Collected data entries
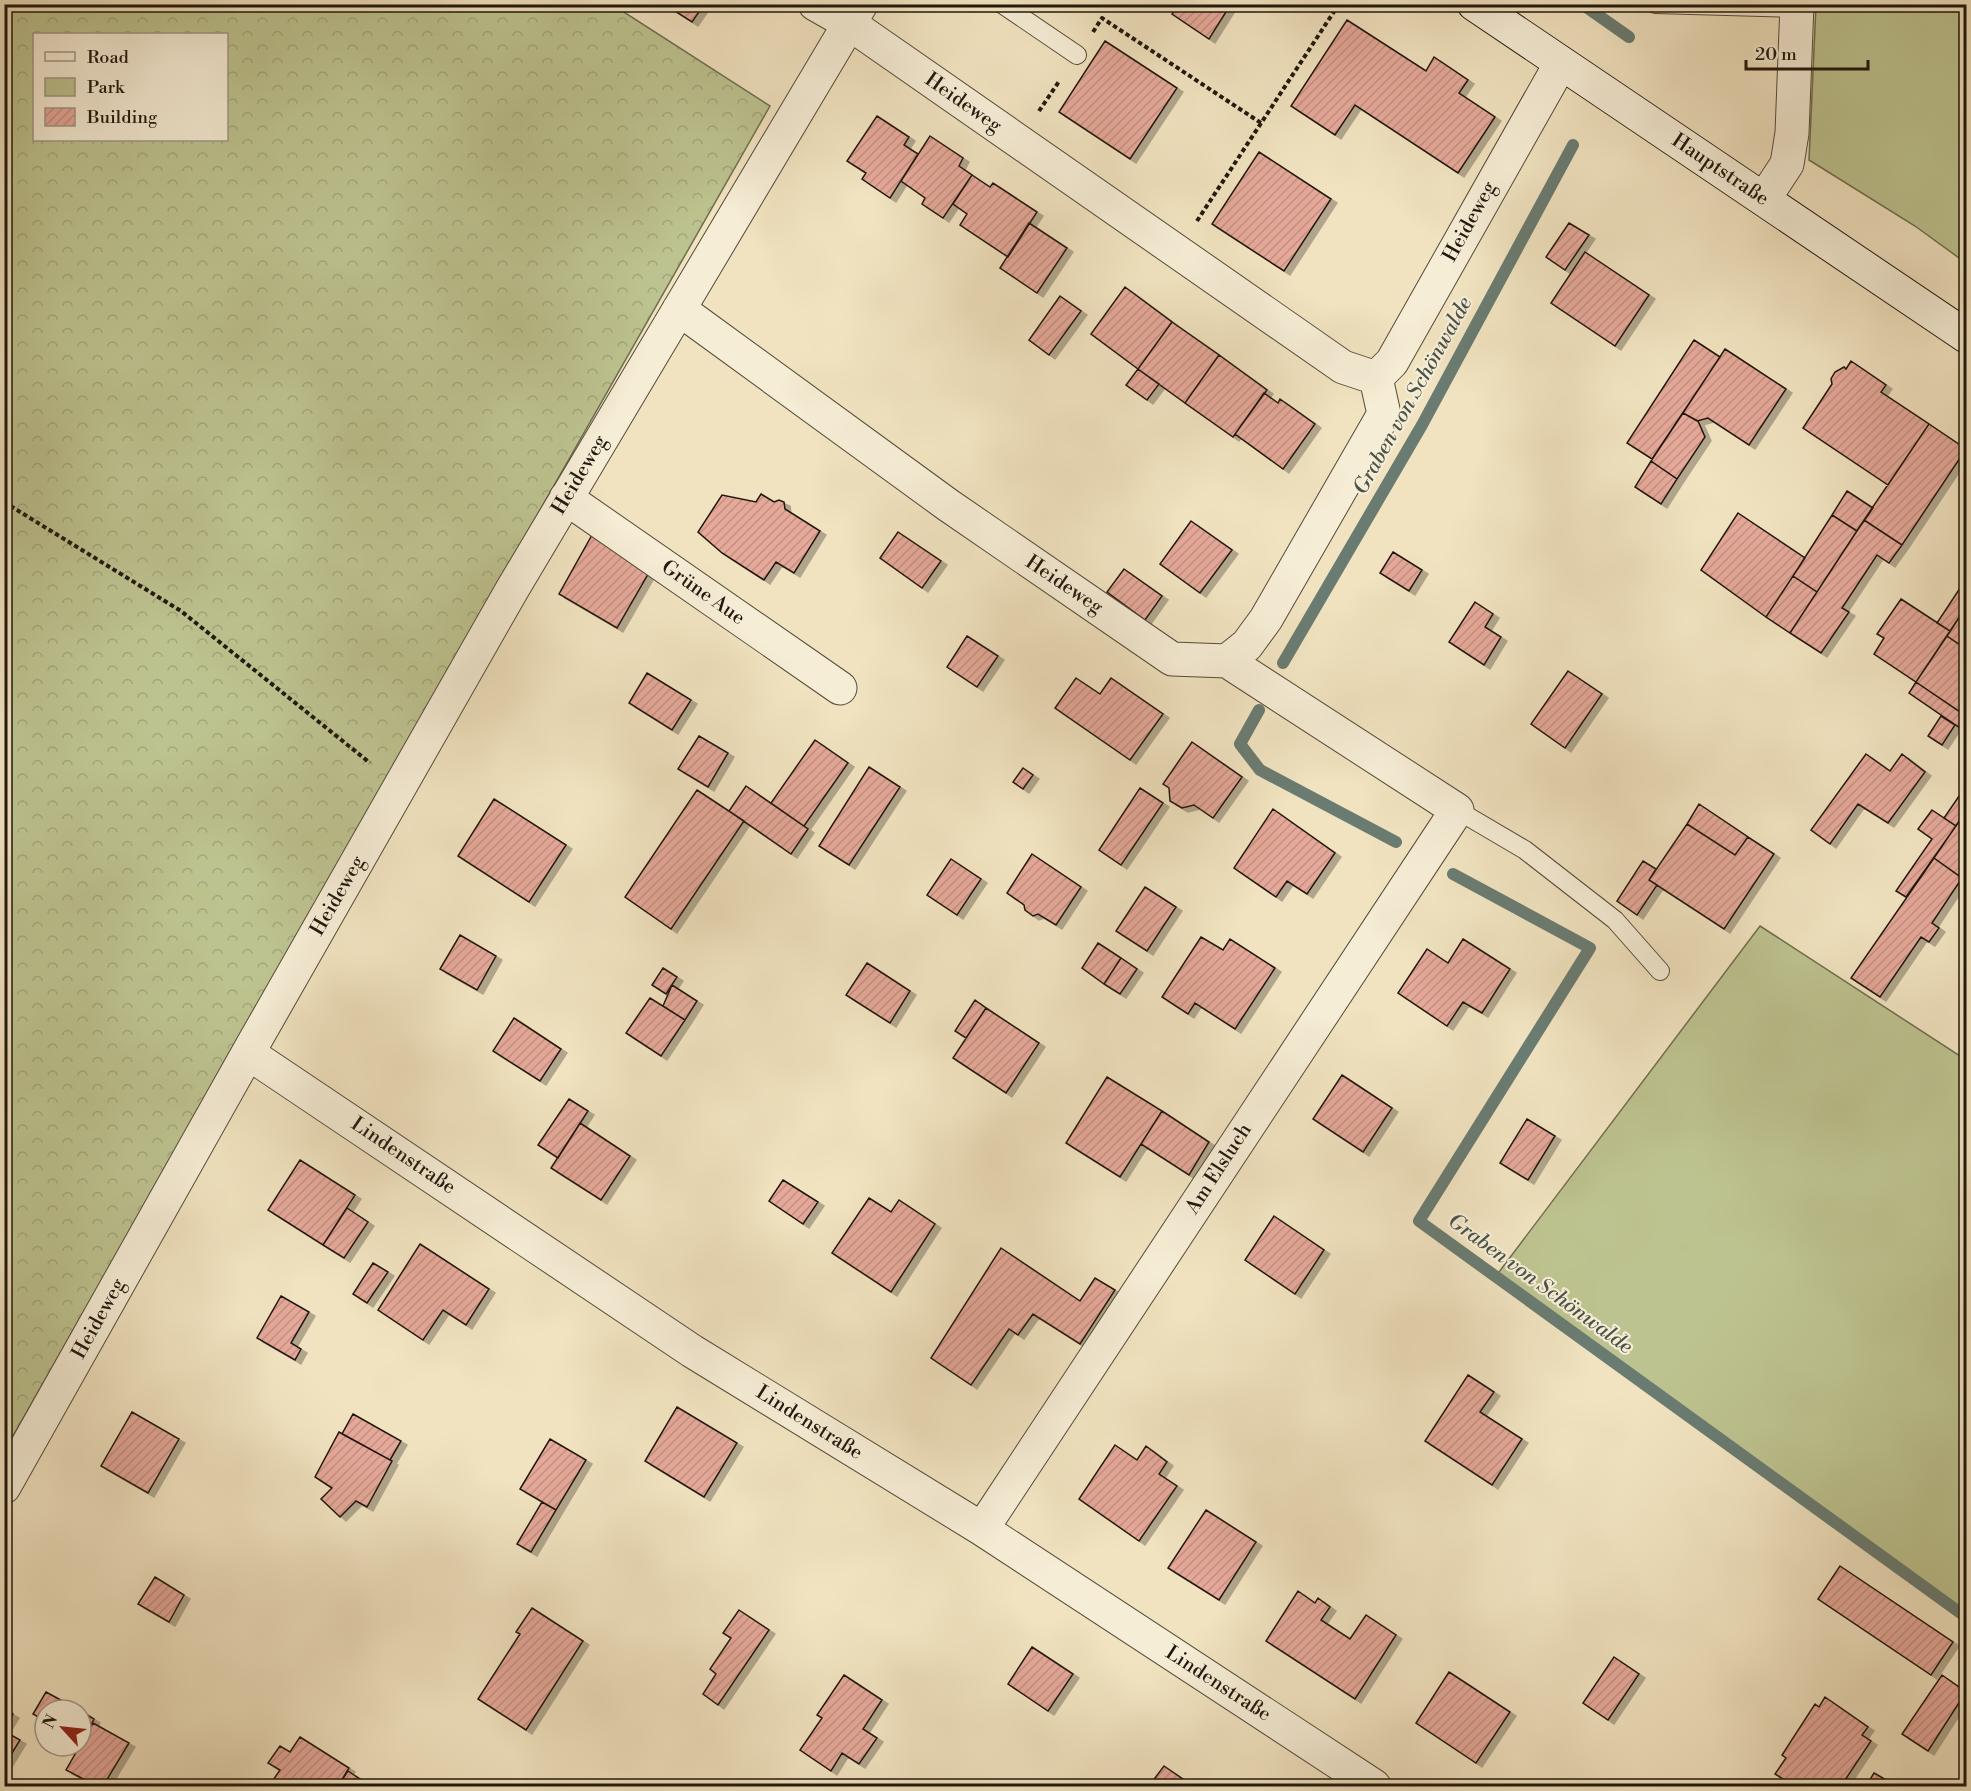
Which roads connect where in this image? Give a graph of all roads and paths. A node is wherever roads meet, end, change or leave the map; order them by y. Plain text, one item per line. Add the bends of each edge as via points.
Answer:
1 (815, 4) edge
2 (1002, 4) edge
3 (1339, 4) edge
4 (1474, 4) edge
5 (1655, 4) edge
6 (1797, 6) edge
7 (856, 14) edge
8 (1077, 56) junction
9 (1561, 63) junction
10 (1261, 123) junction
11 (1018, 141) junction
12 (1764, 199) junction
13 (1177, 252) junction
14 (679, 309) junction
15 (1966, 336) edge
16 (1376, 378) junction
17 (566, 498) junction
18 (4, 502) edge
19 (1227, 661) junction
20 (840, 688) dead end
21 (401, 788) junction
22 (1457, 810) junction
23 (1660, 971) dead end
24 (248, 1053) junction
25 (4, 1487) edge
26 (981, 1529) junction
27 (1374, 1786) edge

1 - 7 street, Heideweg
2 - 8 lane
3 - 10 path
4 - 9 street, Hauptstraße
5 - 6 lane
6 - 12 street via 1792,133 1787,164
7 - 11 street, Heideweg
7 - 14 street, Heideweg
8 - 10 path via 1102,18
8 - 11 path
9 - 12 street, Hauptstraße
9 - 16 street, Heideweg via 1392,362
10 - 13 path
11 - 13 street, Heideweg
12 - 15 street, Hauptstraße
13 - 16 street, Heideweg via 1343,367
14 - 17 street, Heideweg
14 - 19 street, Heideweg via 948,505 1172,659
16 - 19 street via 1384,414 1266,619 1247,645
17 - 20 street, Grüne Aue
17 - 21 street, Heideweg
18 - 21 path via 181,611
19 - 22 street
21 - 24 street, Heideweg
22 - 23 lane via 1525,850 1615,920
22 - 26 street, Am Elsluch
24 - 25 street, Heideweg
24 - 26 street, Lindenstraße via 692,1351
26 - 27 street, Lindenstraße

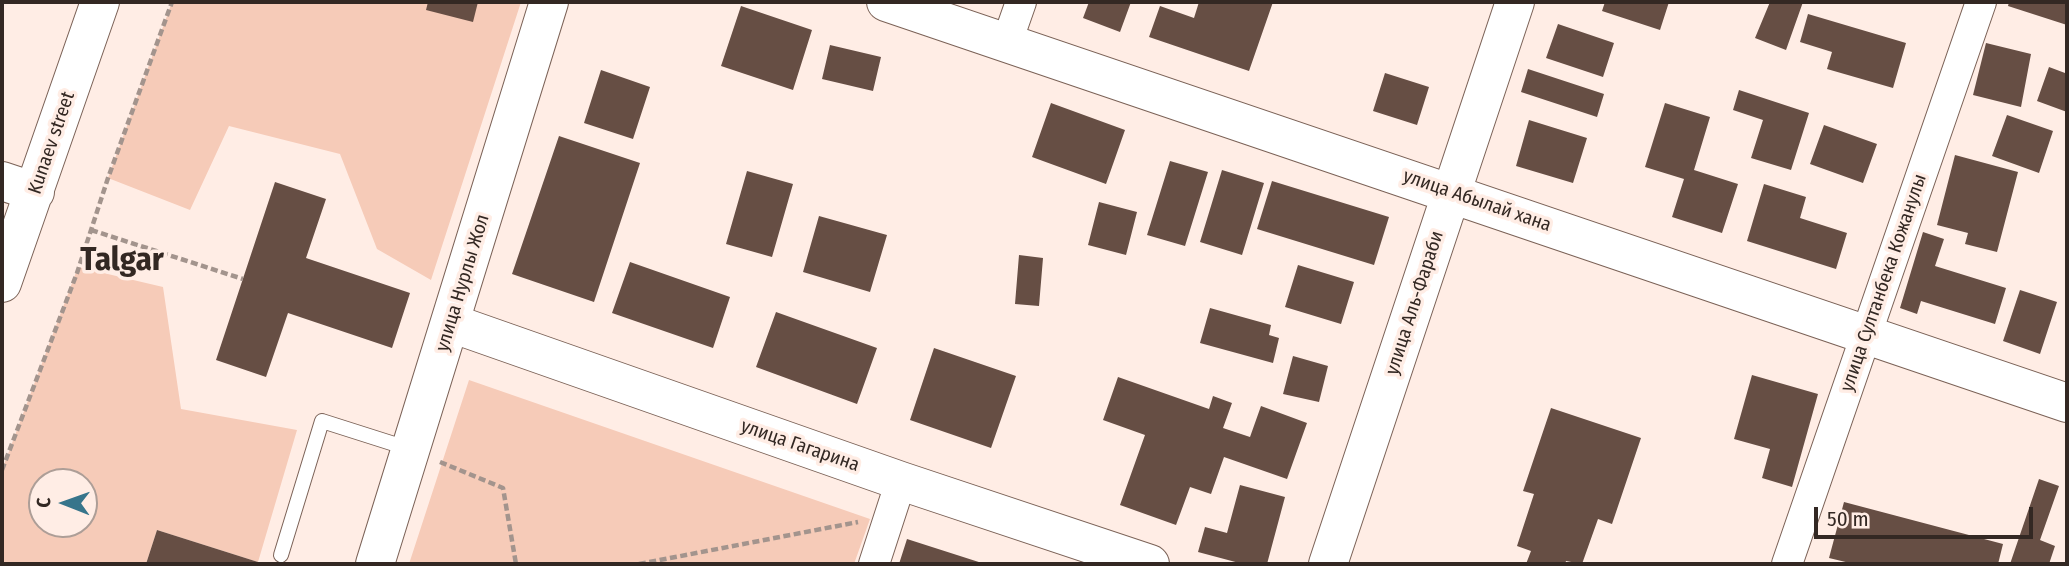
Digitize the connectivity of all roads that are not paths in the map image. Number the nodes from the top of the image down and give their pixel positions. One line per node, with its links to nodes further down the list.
1 (100, 2): 8 (main road, Kunaev street)
2 (549, 2): 11 (main road, улица Нурлы Жол)
3 (887, 2): 7 (main road, улица Абылай хана)
4 (1021, 2): 7 (street)
5 (1515, 2): 9 (main road, улица Аль-Фараби)
6 (1981, 2): 12 (street, улица Султанбека Кожанулы)
7 (1007, 42): 9 (main road, улица Абылай хана)
8 (18, 186): 10 (main road, Kunaev street)
9 (1452, 192): 12 (main road, улица Абылай хана); 20 (main road, улица Аль-Фараби)
10 (2, 283)
11 (451, 323): 14 (main road, улица Нурлы Жол); 15 (main road, улица Гагарина)
12 (1866, 334): 13 (main road, улица Абылай хана); 21 (street, улица Султанбека Кожанулы)
13 (2067, 403)
14 (411, 450): 16 (lane); 17 (main road, улица Нурлы Жол)
15 (901, 481): 18 (street); 19 (main road, улица Гагарина)
16 (281, 555)
17 (375, 564)
18 (874, 564)
19 (1150, 564)
20 (1328, 564)
21 (1787, 564)

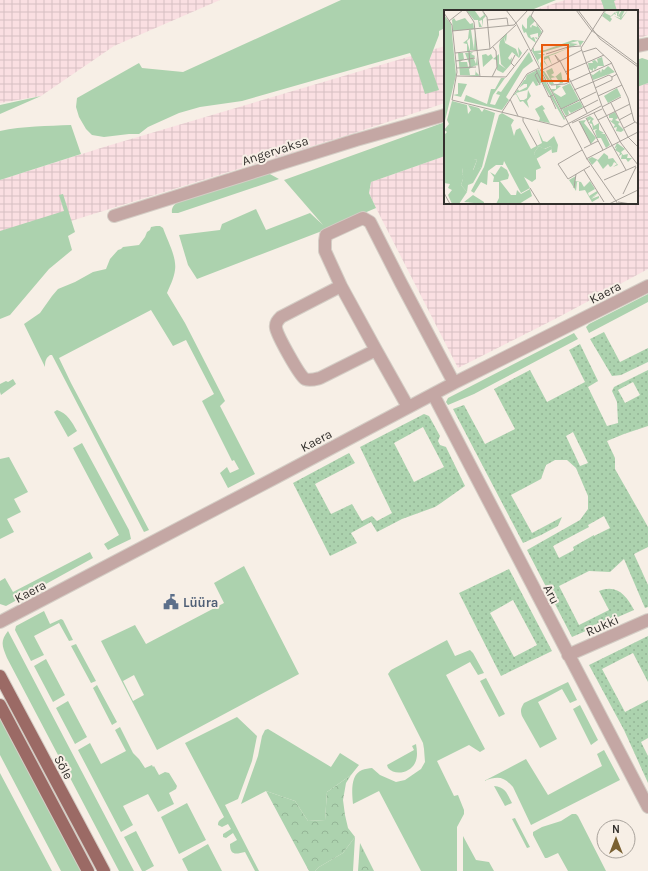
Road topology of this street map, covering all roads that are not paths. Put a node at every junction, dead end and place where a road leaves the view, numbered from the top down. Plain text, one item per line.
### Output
1 (648, 44) edge
2 (638, 46) edge
3 (444, 115) edge
4 (114, 216) dead end
5 (341, 286) junction
6 (648, 286) edge
7 (376, 350) junction
8 (454, 383) junction
9 (432, 394) junction
10 (408, 407) junction
11 (648, 620) edge
12 (0, 622) edge
13 (568, 655) junction
14 (0, 676) edge
15 (0, 705) edge
16 (648, 807) edge
17 (88, 871) edge
18 (104, 871) edge

1 - 2 street
3 - 4 street, Angervaksa
5 - 7 street
5 - 7 street
5 - 8 street
6 - 8 street, Kaera
7 - 10 street
8 - 9 street, Kaera
9 - 10 street, Kaera
9 - 13 street, Aru
10 - 12 street, Kaera
11 - 13 street, Rukki
13 - 16 street, Aru
14 - 18 main road, Sõle
15 - 17 main road, Sõle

What is required:
Make a word-for-word copy of the records above, excluding all pictures.

Exercise result:
Which roads connect where in this image? Give a graph of all roads and paths. A node is wherever roads meet, end, change or leave the map; order them by y. Plain text, one item per line. Add the bends of each edge as via points.
Answer:
1 (815, 4) edge
2 (1002, 4) edge
3 (1339, 4) edge
4 (1474, 4) edge
5 (1655, 4) edge
6 (1797, 6) edge
7 (856, 14) edge
8 (1077, 56) junction
9 (1561, 63) junction
10 (1261, 123) junction
11 (1018, 141) junction
12 (1764, 199) junction
13 (1177, 252) junction
14 (679, 309) junction
15 (1966, 336) edge
16 (1376, 378) junction
17 (566, 498) junction
18 (4, 502) edge
19 (1227, 661) junction
20 (840, 688) dead end
21 (401, 788) junction
22 (1457, 810) junction
23 (1660, 971) dead end
24 (248, 1053) junction
25 (4, 1487) edge
26 (981, 1529) junction
27 (1374, 1786) edge

1 - 7 street, Heideweg
2 - 8 lane
3 - 10 path
4 - 9 street, Hauptstraße
5 - 6 lane
6 - 12 street via 1792,133 1787,164
7 - 11 street, Heideweg
7 - 14 street, Heideweg
8 - 10 path via 1102,18
8 - 11 path
9 - 12 street, Hauptstraße
9 - 16 street, Heideweg via 1392,362
10 - 13 path
11 - 13 street, Heideweg
12 - 15 street, Hauptstraße
13 - 16 street, Heideweg via 1343,367
14 - 17 street, Heideweg
14 - 19 street, Heideweg via 948,505 1172,659
16 - 19 street via 1384,414 1266,619 1247,645
17 - 20 street, Grüne Aue
17 - 21 street, Heideweg
18 - 21 path via 181,611
19 - 22 street
21 - 24 street, Heideweg
22 - 23 lane via 1525,850 1615,920
22 - 26 street, Am Elsluch
24 - 25 street, Heideweg
24 - 26 street, Lindenstraße via 692,1351
26 - 27 street, Lindenstraße

Digitize the connectivity of all roads that are not paths in the map image. Number the nodes from the top of the image down and give their pixel positions. One line per node, with its links to nodes further down the list.
1 (100, 2): 8 (main road, Kunaev street)
2 (549, 2): 11 (main road, улица Нурлы Жол)
3 (887, 2): 7 (main road, улица Абылай хана)
4 (1021, 2): 7 (street)
5 (1515, 2): 9 (main road, улица Аль-Фараби)
6 (1981, 2): 12 (street, улица Султанбека Кожанулы)
7 (1007, 42): 9 (main road, улица Абылай хана)
8 (18, 186): 10 (main road, Kunaev street)
9 (1452, 192): 12 (main road, улица Абылай хана); 20 (main road, улица Аль-Фараби)
10 (2, 283)
11 (451, 323): 14 (main road, улица Нурлы Жол); 15 (main road, улица Гагарина)
12 (1866, 334): 13 (main road, улица Абылай хана); 21 (street, улица Султанбека Кожанулы)
13 (2067, 403)
14 (411, 450): 16 (lane); 17 (main road, улица Нурлы Жол)
15 (901, 481): 18 (street); 19 (main road, улица Гагарина)
16 (281, 555)
17 (375, 564)
18 (874, 564)
19 (1150, 564)
20 (1328, 564)
21 (1787, 564)

Road topology of this street map, covering all roads that are not paths. Put a node at every junction, dead end and place where a road leaves the view, numbered from the top down. Plain text, one item per line.
### Output
1 (648, 44) edge
2 (638, 46) edge
3 (444, 115) edge
4 (114, 216) dead end
5 (341, 286) junction
6 (648, 286) edge
7 (376, 350) junction
8 (454, 383) junction
9 (432, 394) junction
10 (408, 407) junction
11 (648, 620) edge
12 (0, 622) edge
13 (568, 655) junction
14 (0, 676) edge
15 (0, 705) edge
16 (648, 807) edge
17 (88, 871) edge
18 (104, 871) edge

1 - 2 street
3 - 4 street, Angervaksa
5 - 7 street
5 - 7 street
5 - 8 street
6 - 8 street, Kaera
7 - 10 street
8 - 9 street, Kaera
9 - 10 street, Kaera
9 - 13 street, Aru
10 - 12 street, Kaera
11 - 13 street, Rukki
13 - 16 street, Aru
14 - 18 main road, Sõle
15 - 17 main road, Sõle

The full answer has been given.